34: IDENTIFYING AND ADDRESSING PERFORMATIVE WHITE ALLYSHIP
Band aids made in different skin tones, Quaker Oats taking Aunt Jemima images off its branding, the Biden administration pushing for Harriet Tubman on the 20$ bill.. all of these are the latest examples of performative gestures undertaken by white allies in power. After the brutal deaths of George Floyd, Breonna Taylor, and Ahmaud Arbery (only to name a few of many Black lives taken by white violence) white corporations and executives flocked to create statements, advertisements and symbolic gestures to assuage public anxieties and seize a PR moment amidst a time of national racial uprising. I remember my timelines were flooded with black square boxes, an array of hashtags and posts that were meant to publicly announce the solidarity of users with the Black Lives Matter movement.
In many ways this type of performative allyship adds insult to injury. An ally is defined as an individual from a non marginalized group who uses their privilege to consensually and thoughtfully advocate for a marginalized group or cause. Performative allyship is then when someone from a non marginalized group professes their advocacy for a marginalized group in a way that is either harmful or in a way that is not substantiated by their actions. We have all been susceptible to performative allyship in one way or another, myself included. For example I often express my care for reducing my carbon footprint, yet have not always put in the effort to compost.

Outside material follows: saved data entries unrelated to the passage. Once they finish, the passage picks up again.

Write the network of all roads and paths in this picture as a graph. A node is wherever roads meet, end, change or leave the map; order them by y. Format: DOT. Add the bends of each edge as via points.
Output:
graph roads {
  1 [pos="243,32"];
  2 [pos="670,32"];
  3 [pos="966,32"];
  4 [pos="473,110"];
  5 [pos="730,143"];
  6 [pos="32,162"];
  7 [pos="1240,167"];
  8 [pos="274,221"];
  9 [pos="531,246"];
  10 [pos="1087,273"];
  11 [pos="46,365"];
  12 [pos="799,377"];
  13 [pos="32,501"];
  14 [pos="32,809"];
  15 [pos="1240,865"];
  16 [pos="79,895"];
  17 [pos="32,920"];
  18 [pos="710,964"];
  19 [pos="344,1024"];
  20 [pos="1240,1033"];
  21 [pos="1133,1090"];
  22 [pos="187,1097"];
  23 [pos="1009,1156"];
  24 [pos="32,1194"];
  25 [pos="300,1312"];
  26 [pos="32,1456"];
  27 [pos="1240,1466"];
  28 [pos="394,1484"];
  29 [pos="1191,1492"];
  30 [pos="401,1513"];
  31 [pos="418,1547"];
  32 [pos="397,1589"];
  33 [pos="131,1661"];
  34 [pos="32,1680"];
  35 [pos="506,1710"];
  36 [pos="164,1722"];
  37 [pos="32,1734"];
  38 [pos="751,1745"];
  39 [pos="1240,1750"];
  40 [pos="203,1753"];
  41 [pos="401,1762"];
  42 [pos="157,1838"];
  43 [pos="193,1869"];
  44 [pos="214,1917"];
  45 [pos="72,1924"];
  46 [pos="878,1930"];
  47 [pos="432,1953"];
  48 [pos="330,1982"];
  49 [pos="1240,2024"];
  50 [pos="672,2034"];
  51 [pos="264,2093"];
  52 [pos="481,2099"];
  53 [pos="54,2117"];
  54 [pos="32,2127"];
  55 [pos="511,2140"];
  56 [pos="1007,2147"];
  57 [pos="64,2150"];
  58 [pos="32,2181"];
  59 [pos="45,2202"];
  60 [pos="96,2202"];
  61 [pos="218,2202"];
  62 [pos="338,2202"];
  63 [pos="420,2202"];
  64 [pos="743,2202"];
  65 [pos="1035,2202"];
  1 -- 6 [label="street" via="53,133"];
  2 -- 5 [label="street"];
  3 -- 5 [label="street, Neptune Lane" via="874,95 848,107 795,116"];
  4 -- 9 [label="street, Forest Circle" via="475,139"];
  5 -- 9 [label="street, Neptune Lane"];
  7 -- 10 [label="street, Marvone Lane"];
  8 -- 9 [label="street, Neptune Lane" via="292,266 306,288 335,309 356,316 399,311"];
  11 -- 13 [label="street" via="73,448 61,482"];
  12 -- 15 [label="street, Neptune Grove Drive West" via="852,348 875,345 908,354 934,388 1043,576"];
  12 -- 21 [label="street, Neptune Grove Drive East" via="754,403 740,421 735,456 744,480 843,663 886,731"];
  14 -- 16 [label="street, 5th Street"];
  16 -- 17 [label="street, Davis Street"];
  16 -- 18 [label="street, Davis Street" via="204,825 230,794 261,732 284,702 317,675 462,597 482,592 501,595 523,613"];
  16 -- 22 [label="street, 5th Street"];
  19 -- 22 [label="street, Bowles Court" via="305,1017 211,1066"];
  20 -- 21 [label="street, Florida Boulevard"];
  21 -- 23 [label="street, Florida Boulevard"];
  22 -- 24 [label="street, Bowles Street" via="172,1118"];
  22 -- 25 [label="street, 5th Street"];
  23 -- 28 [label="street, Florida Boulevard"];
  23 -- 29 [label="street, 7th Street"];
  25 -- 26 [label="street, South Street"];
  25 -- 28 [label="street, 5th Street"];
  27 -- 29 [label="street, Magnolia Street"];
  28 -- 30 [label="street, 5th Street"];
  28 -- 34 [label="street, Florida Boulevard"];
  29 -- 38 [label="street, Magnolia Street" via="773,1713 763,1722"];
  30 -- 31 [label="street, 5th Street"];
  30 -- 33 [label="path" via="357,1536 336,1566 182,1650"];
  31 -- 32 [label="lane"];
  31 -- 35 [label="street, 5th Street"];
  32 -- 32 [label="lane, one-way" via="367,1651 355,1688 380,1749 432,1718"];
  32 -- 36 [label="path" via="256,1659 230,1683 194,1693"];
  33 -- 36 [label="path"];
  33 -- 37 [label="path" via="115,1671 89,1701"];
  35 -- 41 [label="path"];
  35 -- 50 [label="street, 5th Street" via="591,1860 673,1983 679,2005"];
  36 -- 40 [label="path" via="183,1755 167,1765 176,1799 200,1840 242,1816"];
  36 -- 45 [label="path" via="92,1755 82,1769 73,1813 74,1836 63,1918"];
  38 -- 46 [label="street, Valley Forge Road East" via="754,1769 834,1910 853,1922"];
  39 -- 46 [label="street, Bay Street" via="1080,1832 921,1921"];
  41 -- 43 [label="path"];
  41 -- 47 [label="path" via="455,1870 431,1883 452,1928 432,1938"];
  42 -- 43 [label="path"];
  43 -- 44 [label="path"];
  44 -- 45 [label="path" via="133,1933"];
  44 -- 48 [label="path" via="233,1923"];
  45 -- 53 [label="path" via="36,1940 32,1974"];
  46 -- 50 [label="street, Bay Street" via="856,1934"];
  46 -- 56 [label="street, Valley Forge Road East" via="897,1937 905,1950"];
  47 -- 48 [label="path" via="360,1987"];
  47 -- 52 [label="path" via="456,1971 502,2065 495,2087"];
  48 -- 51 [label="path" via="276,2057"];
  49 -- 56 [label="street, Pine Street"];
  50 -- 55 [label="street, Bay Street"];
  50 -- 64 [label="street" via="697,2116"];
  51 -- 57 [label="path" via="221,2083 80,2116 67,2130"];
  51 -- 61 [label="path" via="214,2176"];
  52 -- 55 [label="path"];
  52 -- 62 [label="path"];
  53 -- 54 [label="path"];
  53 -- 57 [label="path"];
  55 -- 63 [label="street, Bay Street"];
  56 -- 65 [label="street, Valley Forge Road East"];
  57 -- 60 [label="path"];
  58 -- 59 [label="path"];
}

When it comes to race in America, the problem of performative allyship is embedded in an unruly long history of enslavement, economic exploitation, and the murder of racially marginalized communities. In his canonical texts, Frantz Fanon, a renowned theorist and psychiatrist whose written works have informed the decolonial understandings of the Black Panther Party in the US, highlights the complex power apparatus used to keep Black persons compliant with the terms of oppression put in place and sustained over time. He establishes a supple argument to highlight the political and symbolic dialectics of the settler that alienate the collective “us” from the brutal reality of colonial violence and its consequences. In short, liberalism is more interested in the performance of advancement than it is in the practice of liberation. Liberation as a practice of decolonization requires a fundamental upheaval of racial, class, and social hierarchies, all of which would not be profitable for white capitalism. Therefore, it is not surprising that liberal whiteness offers shallow, symbolic gestures of equity that do not disrupt the privilege and comfort of whiteness. White performative allyship offers hollow, static solutions that do not have to address the inequity and disparity that the privilege points to.
According to a 2016 survey conducted by the Public Religion Research Institute, 17-25% of white Americans believe that discrimination against white people is “as big a problem” in America as discrimination against minorities. In a post-Obama era, the entitlement of white denial is ever more persistent, dangerous and ultimately fatally harmful for the lives of non-white communities. If the Trump effect had a silver lining, it is certainly the exposure of white nationalist rhetoric embedded as a value in the inception of this nation. Activist Sonya Renee Taylor describes this phenomena as “privilege comforting”, an effort of white privileged allies to assuage the anxieties of imperial capitalism with empty gestures that they can receive praise for as a reassurance of domination.
As we enter a new age of white accountability, it is not enough to institute performative measures that do not address the reality of inequity and disparity caused by white supremacy. While the first step is self-education (which liberal white americans have taken to with a recent skyrocketing in anti-racist book sales), the second pivotal step is action. As singer Joan Baez reminds us, “action is the antidote to despair”. Now more than enter POC communities across the United States are pushing for legislation, policy, and reparations that result in material impact for the most affected communities. As we collectively engage in the work of reparations-inspired action the time has come to call out white performative allies and call in accountability. There is no room for white comfort.